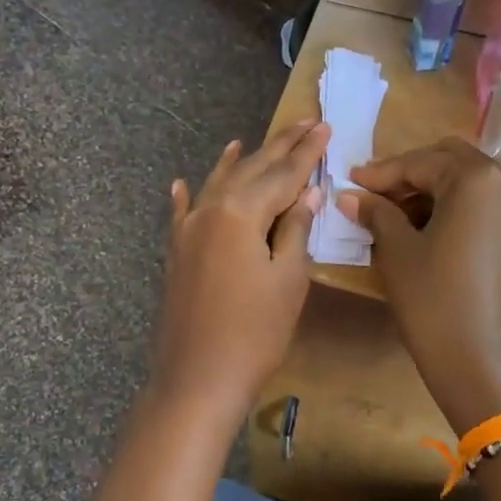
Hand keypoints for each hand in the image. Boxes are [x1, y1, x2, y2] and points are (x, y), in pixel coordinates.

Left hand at [149, 121, 329, 419]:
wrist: (198, 378)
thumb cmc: (255, 333)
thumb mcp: (288, 279)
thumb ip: (295, 230)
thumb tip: (307, 193)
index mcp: (240, 212)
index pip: (283, 174)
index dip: (307, 152)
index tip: (325, 126)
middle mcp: (209, 211)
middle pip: (249, 171)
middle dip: (278, 148)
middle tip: (302, 122)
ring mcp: (186, 232)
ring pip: (216, 185)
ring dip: (235, 163)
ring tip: (248, 140)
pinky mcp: (175, 255)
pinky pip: (182, 214)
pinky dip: (187, 195)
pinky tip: (182, 182)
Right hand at [337, 139, 500, 431]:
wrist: (481, 361)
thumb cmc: (433, 300)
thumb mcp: (397, 251)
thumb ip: (376, 213)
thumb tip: (350, 195)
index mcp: (476, 180)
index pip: (420, 162)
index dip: (381, 173)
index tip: (351, 182)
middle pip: (452, 162)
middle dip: (412, 173)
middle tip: (376, 195)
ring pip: (472, 184)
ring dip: (435, 190)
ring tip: (398, 217)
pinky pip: (487, 208)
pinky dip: (457, 209)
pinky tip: (429, 233)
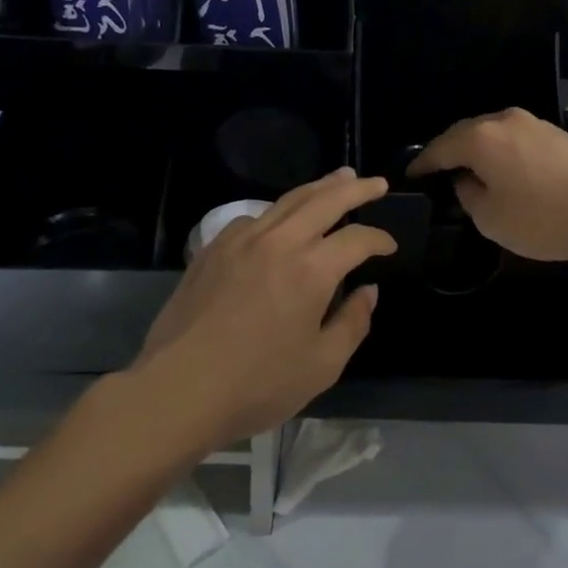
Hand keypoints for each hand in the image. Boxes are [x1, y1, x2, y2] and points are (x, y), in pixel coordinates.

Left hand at [134, 169, 397, 446]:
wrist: (178, 389)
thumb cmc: (257, 384)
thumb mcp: (322, 366)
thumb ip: (353, 323)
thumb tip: (367, 291)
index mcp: (312, 269)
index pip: (357, 239)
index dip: (379, 239)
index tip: (390, 247)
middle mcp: (280, 241)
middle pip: (326, 199)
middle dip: (357, 189)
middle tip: (377, 183)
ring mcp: (242, 240)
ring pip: (288, 200)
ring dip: (319, 187)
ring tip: (339, 178)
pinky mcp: (214, 249)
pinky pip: (254, 218)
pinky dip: (278, 212)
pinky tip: (281, 220)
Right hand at [408, 108, 567, 269]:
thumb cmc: (543, 219)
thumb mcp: (491, 218)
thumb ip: (468, 194)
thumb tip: (467, 179)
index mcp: (481, 138)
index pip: (439, 148)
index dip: (422, 164)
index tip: (409, 176)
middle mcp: (505, 120)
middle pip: (465, 132)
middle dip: (448, 151)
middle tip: (436, 173)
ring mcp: (534, 123)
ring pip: (492, 133)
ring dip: (477, 150)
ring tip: (469, 172)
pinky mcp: (557, 134)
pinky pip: (515, 138)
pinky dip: (500, 151)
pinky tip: (504, 170)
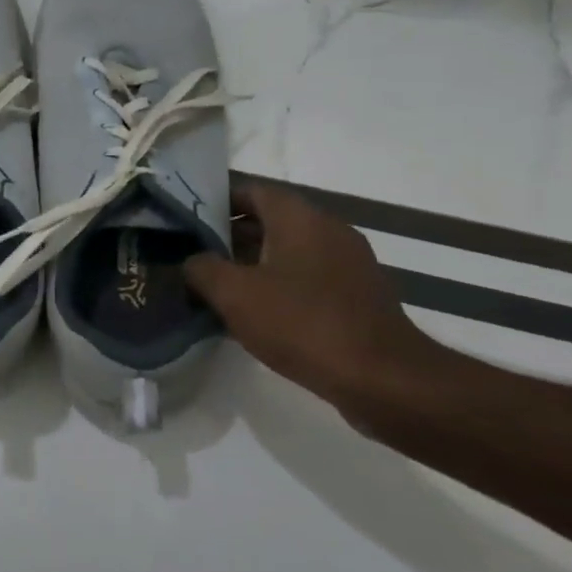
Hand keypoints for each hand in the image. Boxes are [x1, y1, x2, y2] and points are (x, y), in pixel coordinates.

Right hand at [184, 181, 434, 415]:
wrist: (383, 380)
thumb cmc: (302, 324)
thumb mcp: (234, 294)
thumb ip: (202, 269)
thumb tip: (193, 262)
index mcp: (300, 219)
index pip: (252, 190)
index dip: (217, 202)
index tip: (188, 222)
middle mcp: (329, 230)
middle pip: (270, 221)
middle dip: (230, 237)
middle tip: (196, 257)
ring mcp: (349, 264)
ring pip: (289, 251)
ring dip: (254, 264)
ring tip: (219, 289)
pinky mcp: (359, 296)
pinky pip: (308, 278)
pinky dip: (280, 286)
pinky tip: (257, 315)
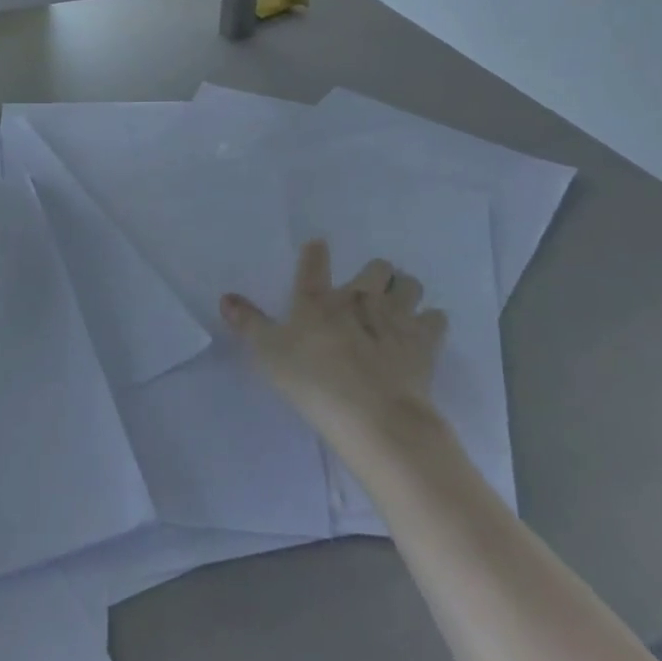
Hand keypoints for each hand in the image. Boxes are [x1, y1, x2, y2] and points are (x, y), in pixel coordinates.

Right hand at [221, 238, 447, 456]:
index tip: (319, 246)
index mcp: (318, 300)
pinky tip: (424, 331)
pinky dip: (430, 321)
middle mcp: (359, 299)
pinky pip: (435, 319)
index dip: (316, 253)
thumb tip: (226, 297)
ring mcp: (396, 317)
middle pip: (376, 268)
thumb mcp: (268, 354)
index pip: (314, 265)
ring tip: (399, 303)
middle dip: (375, 272)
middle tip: (369, 288)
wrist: (372, 414)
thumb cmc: (312, 382)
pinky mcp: (425, 342)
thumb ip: (248, 323)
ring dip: (405, 289)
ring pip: (409, 285)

————————

Assignment => Working from the entries above, please transcribe only the lines from the line with "index tip: (351, 182)" through the line with "pinky pip: (515, 138)", exactly, with both end lines and without pictures.

Result for this exercise =>
index tip: (351, 182)
middle pip: (452, 162)
middle dip: (412, 173)
middle tip: (376, 195)
ring pip: (472, 184)
ring dip: (435, 190)
ring tip: (398, 217)
pinky pip: (487, 208)
pinky dip: (457, 209)
pinky tip: (429, 233)
Hand keypoints for each hand in the image. Boxes are [x1, y1, x2, y2] and points are (x, y), in pixel coordinates.

Left hand at [134, 169, 397, 446]:
wrist: (178, 389)
thumb cmc: (257, 384)
thumb mcp: (322, 366)
thumb ip: (353, 323)
thumb tip: (367, 291)
index mcp: (312, 269)
index pip: (357, 239)
index dip: (379, 239)
index tip: (390, 247)
middle mcp: (280, 241)
middle pip: (326, 199)
middle dip: (357, 189)
middle tip: (377, 183)
ring mcp: (242, 240)
ring pip: (288, 200)
ring dip: (319, 187)
ring tip: (339, 178)
pinky mcp: (214, 249)
pinky pip: (254, 218)
pinky dip: (278, 212)
pinky tip: (281, 220)
Right hand at [408, 108, 567, 269]:
thumb cmc: (543, 219)
thumb mcp: (491, 218)
thumb ip: (468, 194)
thumb tip: (467, 179)
index mcp: (481, 138)
index pip: (439, 148)
index dip: (422, 164)
index tip: (409, 176)
middle mcp: (505, 120)
middle pip: (465, 132)
middle dip: (448, 151)
middle tip: (436, 173)
ring mcp: (534, 123)
ring pip: (492, 133)
ring dip: (477, 150)
ring tip: (469, 172)
pinky mcp: (557, 134)
pinky pip: (515, 138)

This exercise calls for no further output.